The sky was a muted rose-gold with sharp shards of brilliant light still piercing through and casting shadows and those she watched below.  As the clouds shifted and shaped, like ivory or opal, tufts of opaque white and translucent bluishness, she started imaging the sun and clouds forming exotic pieces of antique jewelry.

"I wonder why abstract art is such a relatively new concept."  Agnes spoke, knowing someone stood a few paces behind her.  The jasmine and patchouli gave it away.

"Because sapiens think they've mastered the art of realism."  Jezebel's voice was confident, yet soft, a manner Agnes had tried in vain to copy, as she always sounded flighty or perturbed.

"Huh."  She kicked at the blank air in front of her, willing open a hole beneath her feet to stare at the city scape beneath her.  "What about surrealism?"

"Over and above what is real."  Jezebel came closer, but stayed out of her friends line of vision.  "It would seem that having conquered what is real, sapeins must move beyond it... to what is unreal.  To what is incongrous, unlikely, absurd."

"So surreal is basically supernatural- a step above what is actual."  It was a statement, not a question, but she expected Jezebel to disagree.

"Well, perhaps.  But sapiens would never call it that."  She moved into view so she could glimpse what Agnes stared at.  "See, supernatural to them denotes some sort of otherworldliness, some sort of spirituality or godliness or the idea that certain aspects of life are unimaginably out of their control."  She put her hand on Agnes's shoulder, a quick squeeze to promote eye contact, and obligingly Agnes looked up.  "Surrealism is their artistic explanation for the juxtapositions are strange coincidences that we, in fact, supernaturally cause.  Those who are drawn to such an art form are drawn to us, looking for answers, through art or literature, for why life is so complex and strange."

"But it doesn't have to be."

"No.  And for many , it is not.  But there are so many of them out there, breeding, multiplying, stretching out across the canvas of earth.  And they, in turn, become our paintbrushes, our medium for creating surrealist works.  Because we are, of course, the supernatural, the surreal, that thing that hovers above them producing irony and inconceivable coincidence."

"Hmmm."

"Is that all you have to say?"

"Of course not.  But I've got a lot to think about."  Agnes turned to face her friend.  Both of them were barefoot and Agnes's eyes came only to the swanlike neck of her pseudo-mentor, something like a sister, teacher, and best friend.

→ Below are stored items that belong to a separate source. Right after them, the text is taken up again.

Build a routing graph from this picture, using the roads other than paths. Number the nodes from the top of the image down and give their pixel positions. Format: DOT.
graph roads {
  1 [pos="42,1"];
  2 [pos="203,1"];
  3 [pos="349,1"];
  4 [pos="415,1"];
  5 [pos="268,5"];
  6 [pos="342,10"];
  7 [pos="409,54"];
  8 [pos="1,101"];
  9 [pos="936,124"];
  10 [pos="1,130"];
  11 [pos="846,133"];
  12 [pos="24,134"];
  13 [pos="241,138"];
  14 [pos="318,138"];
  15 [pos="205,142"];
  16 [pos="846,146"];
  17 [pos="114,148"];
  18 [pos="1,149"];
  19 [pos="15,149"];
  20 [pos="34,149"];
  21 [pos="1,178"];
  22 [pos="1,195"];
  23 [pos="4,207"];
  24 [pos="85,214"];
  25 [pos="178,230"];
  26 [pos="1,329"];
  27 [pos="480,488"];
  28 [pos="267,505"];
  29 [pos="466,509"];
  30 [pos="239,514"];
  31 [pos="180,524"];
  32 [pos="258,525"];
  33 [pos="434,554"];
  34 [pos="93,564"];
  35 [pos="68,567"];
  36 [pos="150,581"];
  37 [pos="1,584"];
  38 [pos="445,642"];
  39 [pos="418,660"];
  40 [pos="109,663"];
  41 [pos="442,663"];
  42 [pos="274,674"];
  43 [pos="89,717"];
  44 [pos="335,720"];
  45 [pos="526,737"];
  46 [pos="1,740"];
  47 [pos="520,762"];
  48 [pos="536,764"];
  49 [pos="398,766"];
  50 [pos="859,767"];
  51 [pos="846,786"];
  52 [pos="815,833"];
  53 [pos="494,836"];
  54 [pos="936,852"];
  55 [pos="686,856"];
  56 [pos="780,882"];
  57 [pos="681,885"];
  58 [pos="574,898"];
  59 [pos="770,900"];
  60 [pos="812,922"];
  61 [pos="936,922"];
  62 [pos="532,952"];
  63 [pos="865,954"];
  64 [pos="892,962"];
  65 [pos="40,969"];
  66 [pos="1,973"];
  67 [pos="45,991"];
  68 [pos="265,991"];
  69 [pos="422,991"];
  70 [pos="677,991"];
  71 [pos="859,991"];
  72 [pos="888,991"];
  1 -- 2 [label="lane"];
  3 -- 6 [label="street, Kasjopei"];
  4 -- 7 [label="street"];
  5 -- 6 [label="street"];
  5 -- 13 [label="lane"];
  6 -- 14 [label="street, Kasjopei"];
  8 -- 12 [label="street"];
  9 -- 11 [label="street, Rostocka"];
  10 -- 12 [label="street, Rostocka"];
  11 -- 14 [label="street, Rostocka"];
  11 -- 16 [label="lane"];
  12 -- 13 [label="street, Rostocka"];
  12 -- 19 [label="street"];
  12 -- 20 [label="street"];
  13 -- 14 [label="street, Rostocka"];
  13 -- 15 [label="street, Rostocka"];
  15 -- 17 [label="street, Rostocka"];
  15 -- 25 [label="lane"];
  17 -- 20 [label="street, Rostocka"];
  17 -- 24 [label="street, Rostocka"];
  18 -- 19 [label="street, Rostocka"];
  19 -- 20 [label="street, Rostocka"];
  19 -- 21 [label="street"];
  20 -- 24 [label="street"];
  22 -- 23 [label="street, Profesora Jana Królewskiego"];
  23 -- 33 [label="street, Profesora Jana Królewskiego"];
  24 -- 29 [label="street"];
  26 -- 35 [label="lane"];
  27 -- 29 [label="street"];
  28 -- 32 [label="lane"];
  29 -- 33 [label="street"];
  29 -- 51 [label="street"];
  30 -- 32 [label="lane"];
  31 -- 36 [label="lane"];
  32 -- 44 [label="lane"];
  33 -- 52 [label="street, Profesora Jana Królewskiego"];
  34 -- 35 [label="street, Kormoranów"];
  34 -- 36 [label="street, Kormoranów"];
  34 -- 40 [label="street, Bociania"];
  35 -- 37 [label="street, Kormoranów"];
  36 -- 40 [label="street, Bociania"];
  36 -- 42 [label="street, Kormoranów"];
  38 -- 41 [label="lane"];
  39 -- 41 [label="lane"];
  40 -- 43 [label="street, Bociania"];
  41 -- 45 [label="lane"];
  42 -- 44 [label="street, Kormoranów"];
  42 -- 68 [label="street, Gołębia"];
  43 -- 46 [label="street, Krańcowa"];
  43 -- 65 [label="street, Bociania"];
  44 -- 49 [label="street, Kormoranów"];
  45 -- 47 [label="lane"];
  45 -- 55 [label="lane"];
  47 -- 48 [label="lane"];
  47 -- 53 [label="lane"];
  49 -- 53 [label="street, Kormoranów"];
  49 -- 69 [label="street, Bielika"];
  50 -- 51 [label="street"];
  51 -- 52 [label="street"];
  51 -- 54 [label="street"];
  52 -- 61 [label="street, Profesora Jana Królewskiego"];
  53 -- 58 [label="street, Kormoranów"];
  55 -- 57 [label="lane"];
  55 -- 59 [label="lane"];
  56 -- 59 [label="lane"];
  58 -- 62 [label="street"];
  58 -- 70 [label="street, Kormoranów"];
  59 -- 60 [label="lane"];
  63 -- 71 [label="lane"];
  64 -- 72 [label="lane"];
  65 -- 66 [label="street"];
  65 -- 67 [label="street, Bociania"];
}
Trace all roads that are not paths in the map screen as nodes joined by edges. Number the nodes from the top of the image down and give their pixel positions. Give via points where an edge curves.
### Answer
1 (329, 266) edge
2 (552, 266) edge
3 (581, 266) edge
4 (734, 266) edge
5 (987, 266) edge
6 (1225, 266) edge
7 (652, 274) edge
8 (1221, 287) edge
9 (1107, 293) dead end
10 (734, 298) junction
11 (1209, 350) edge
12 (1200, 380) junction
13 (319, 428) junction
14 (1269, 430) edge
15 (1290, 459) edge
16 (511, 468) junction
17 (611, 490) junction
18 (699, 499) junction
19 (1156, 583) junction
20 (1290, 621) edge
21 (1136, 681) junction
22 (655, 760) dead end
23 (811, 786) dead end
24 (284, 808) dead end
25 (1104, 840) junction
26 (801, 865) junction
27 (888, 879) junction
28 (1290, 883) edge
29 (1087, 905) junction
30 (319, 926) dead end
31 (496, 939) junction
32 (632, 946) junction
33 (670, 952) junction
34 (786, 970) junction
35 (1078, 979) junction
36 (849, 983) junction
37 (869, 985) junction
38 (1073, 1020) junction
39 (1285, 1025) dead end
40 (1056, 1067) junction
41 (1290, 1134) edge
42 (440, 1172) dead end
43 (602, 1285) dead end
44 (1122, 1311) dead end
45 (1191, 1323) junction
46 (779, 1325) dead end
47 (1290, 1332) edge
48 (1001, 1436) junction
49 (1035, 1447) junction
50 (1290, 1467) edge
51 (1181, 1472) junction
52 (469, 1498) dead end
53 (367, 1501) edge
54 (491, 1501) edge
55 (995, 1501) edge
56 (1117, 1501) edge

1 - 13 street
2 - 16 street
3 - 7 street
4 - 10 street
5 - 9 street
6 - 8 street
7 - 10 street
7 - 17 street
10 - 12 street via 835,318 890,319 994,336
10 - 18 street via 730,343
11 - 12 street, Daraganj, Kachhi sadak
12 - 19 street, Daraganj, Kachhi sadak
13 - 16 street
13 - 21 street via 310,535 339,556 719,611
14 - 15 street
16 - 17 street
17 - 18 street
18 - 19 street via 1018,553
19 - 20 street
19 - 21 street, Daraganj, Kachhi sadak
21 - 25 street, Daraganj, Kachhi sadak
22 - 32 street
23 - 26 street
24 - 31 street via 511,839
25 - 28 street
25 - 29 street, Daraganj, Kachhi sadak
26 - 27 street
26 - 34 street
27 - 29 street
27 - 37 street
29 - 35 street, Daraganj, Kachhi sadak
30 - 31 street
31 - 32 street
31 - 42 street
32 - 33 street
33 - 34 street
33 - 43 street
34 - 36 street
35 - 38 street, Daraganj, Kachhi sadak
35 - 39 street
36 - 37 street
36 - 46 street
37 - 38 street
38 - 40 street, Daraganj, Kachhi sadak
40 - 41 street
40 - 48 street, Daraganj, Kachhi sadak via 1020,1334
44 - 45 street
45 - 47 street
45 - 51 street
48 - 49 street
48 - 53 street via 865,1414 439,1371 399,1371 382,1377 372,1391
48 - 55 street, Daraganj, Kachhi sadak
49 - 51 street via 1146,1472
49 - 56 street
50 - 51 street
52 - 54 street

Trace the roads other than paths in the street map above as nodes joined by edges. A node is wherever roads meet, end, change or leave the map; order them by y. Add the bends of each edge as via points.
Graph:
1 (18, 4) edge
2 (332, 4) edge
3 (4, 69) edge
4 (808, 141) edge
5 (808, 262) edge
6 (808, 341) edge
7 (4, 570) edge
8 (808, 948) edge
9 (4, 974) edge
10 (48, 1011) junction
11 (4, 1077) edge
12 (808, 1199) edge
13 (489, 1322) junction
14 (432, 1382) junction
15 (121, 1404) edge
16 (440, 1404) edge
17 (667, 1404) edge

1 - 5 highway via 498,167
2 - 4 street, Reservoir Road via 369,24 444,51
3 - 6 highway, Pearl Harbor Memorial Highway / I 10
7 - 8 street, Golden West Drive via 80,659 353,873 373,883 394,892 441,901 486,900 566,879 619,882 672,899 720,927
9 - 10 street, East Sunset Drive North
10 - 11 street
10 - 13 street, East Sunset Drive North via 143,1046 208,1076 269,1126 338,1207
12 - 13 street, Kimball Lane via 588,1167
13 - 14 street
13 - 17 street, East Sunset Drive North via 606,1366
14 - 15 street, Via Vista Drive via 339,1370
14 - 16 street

"I, too, have been thinking.  Running through my mind's recesses to see if I could come up with anything useful.  And it dawned on me that, not long ago, a similar situation occured with Delilah.  She lost one of her vessels on that same island."  She smiled, expectantly.  "You might want to talk to her."

"Oh, no no."  Agnes took a step back and Jezebel's grin widened.  "She's flaky and bright and energetic and optimistic and all those things that grate on my nerves."

"And she's your sister."

"Well, so are you.  But I like you."

"And you love us both."  Jezebel hugged her close.  "Just talk to her.  I know you've been worrying about this Holly case, and if she can't give you any insight, at least she can, in her absent-minded way, provide you with some direction.  She makes an excellent sounding board."

"Alright, alright.  I'll try it."  Agnes shoudlered her way out of the embrace.  "But only cause she's a relative of yours.  Otherwise, I'd have no patience for her."